WORK REQUIRED: Take the lines of the data below from the very first through the line containing "ring tip: (75, 287)" and output them exactly, pictures excluded.

INPUT:

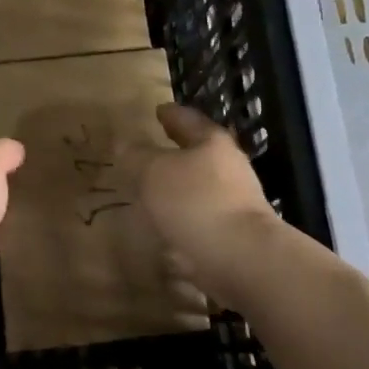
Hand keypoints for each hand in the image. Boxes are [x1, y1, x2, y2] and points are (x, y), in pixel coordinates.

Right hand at [132, 105, 277, 302]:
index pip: (187, 119)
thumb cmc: (196, 202)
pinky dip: (182, 217)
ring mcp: (234, 201)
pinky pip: (200, 217)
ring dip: (178, 186)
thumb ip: (137, 156)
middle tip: (152, 149)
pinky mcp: (232, 232)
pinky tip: (164, 226)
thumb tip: (126, 146)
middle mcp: (228, 167)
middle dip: (176, 150)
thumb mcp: (153, 172)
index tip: (159, 110)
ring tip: (152, 191)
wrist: (242, 258)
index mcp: (211, 142)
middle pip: (199, 151)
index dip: (170, 114)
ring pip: (200, 185)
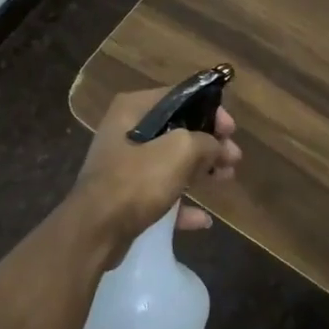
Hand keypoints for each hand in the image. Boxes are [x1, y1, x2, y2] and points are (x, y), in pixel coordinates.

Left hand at [71, 88, 241, 263]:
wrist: (95, 231)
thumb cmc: (137, 180)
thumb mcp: (180, 150)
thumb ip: (206, 142)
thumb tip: (216, 147)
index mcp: (134, 109)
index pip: (180, 97)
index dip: (210, 110)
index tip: (231, 130)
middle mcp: (126, 131)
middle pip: (178, 130)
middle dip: (209, 144)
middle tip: (233, 158)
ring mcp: (124, 165)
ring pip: (172, 162)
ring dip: (201, 170)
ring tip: (226, 179)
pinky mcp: (124, 197)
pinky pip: (161, 194)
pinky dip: (182, 204)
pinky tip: (203, 219)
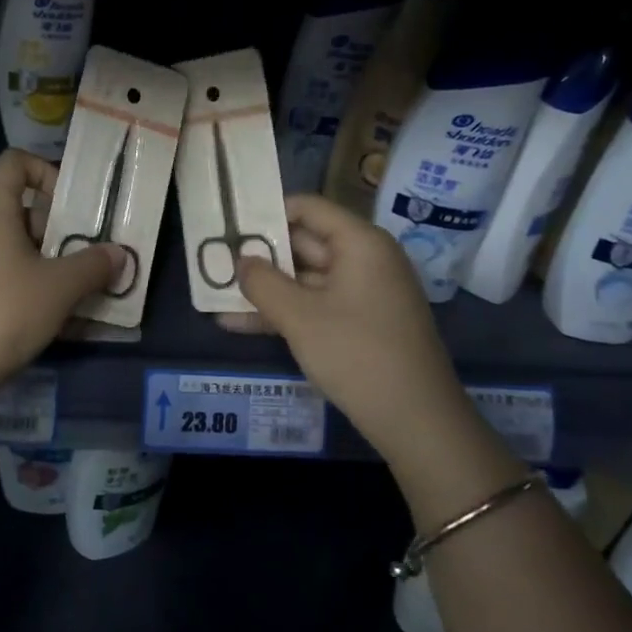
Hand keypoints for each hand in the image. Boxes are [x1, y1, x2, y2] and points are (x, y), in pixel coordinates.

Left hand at [0, 150, 122, 445]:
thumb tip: (119, 254)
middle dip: (55, 226)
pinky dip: (24, 281)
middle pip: (18, 206)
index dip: (46, 171)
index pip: (15, 162)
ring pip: (10, 243)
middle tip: (85, 251)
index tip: (71, 206)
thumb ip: (94, 264)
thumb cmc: (3, 311)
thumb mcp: (60, 287)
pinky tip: (47, 313)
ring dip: (45, 258)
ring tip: (75, 287)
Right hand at [235, 194, 464, 453]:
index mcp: (359, 243)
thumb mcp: (300, 317)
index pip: (307, 208)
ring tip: (215, 293)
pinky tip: (238, 324)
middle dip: (259, 254)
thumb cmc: (358, 355)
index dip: (267, 212)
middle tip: (213, 258)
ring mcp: (363, 293)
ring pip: (305, 279)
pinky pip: (315, 305)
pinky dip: (284, 312)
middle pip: (303, 242)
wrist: (418, 423)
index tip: (229, 224)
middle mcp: (364, 259)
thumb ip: (262, 282)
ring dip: (265, 288)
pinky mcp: (360, 323)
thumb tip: (240, 260)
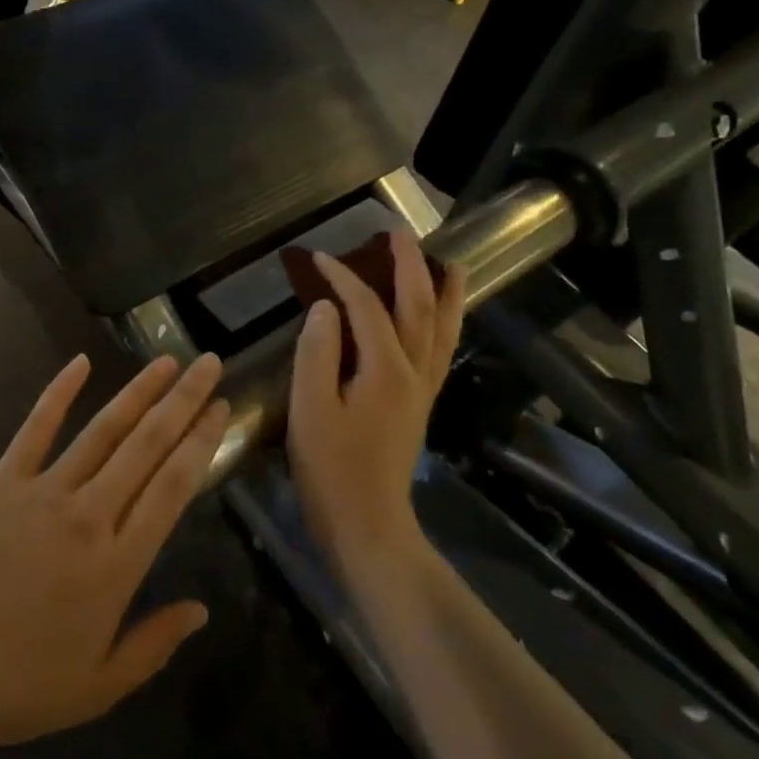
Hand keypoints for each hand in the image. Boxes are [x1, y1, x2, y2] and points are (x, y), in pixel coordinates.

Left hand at [0, 353, 228, 751]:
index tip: (222, 408)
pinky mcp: (1, 483)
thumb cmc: (17, 688)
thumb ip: (155, 644)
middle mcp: (90, 516)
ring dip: (139, 392)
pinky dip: (58, 393)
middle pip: (147, 445)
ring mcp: (44, 493)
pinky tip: (80, 362)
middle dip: (184, 401)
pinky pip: (35, 429)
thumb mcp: (99, 687)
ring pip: (103, 430)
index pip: (174, 486)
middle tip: (209, 363)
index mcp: (119, 564)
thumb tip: (202, 609)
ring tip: (167, 361)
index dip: (202, 442)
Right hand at [286, 230, 465, 574]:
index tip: (317, 257)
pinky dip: (448, 322)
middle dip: (409, 265)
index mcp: (385, 369)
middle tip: (397, 232)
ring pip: (442, 327)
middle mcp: (414, 371)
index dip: (342, 278)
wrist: (368, 526)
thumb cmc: (331, 469)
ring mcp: (423, 389)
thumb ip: (316, 352)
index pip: (366, 306)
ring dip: (443, 290)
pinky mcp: (421, 404)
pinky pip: (441, 349)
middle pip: (418, 305)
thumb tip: (325, 307)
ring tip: (448, 261)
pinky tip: (443, 315)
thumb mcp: (310, 409)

RESULT OF THE TASK:
Hand keypoints for each hand in the image. Boxes are [x1, y1, x2, y2] and points are (x, y), in pixel coordinates.

Right hand at [132, 105, 277, 302]:
index pip: (187, 119)
thumb cmc: (196, 202)
pinky dip: (182, 217)
ring mcp: (234, 201)
pinky pip: (200, 217)
ring dip: (178, 186)
thumb ip: (137, 156)
middle tip: (152, 149)
pinky mcp: (232, 232)
pinky tip: (164, 226)
thumb tip: (126, 146)
middle mcp: (228, 167)
middle dip: (176, 150)
thumb mcp: (153, 172)
index tip: (159, 110)
ring tip: (152, 191)
wrist: (242, 258)
index mcp: (211, 142)
middle pip: (199, 151)
index dip: (170, 114)
ring pip: (200, 185)
Hand keypoints for each hand in the image. Boxes are [x1, y1, x2, y2] and points are (x, y), in pixel coordinates.

Left hand at [71, 88, 241, 263]:
wrist: (95, 231)
thumb cmc: (137, 180)
thumb mcp: (180, 150)
thumb ip: (206, 142)
thumb tip: (216, 147)
index mcp: (134, 109)
index pip: (180, 97)
index dip: (210, 110)
index tip: (231, 130)
middle mcp: (126, 131)
middle pip: (178, 130)
middle dip: (209, 144)
middle tip: (233, 158)
ring mcp: (124, 165)
ring pip: (172, 162)
ring dip: (201, 170)
ring tip: (226, 179)
pinky mcp: (124, 197)
pinky pip: (161, 194)
pinky dip: (182, 204)
pinky tip: (203, 219)
Hand keypoints for each hand in the image. Boxes are [x1, y1, x2, y2] and points are (x, y), in pixel coordinates.

Left hand at [0, 150, 122, 445]:
thumb tip: (119, 254)
middle dip: (55, 226)
pinky dip: (24, 281)
middle pip: (18, 206)
index dip: (46, 171)
index pip: (15, 162)
ring pip: (10, 243)
middle tip: (85, 251)
index tip: (71, 206)
thumb ip: (94, 264)
thumb cmc: (3, 311)
thumb mcp: (60, 287)
pinky tip: (47, 313)
ring dip: (45, 258)
ring tip: (75, 287)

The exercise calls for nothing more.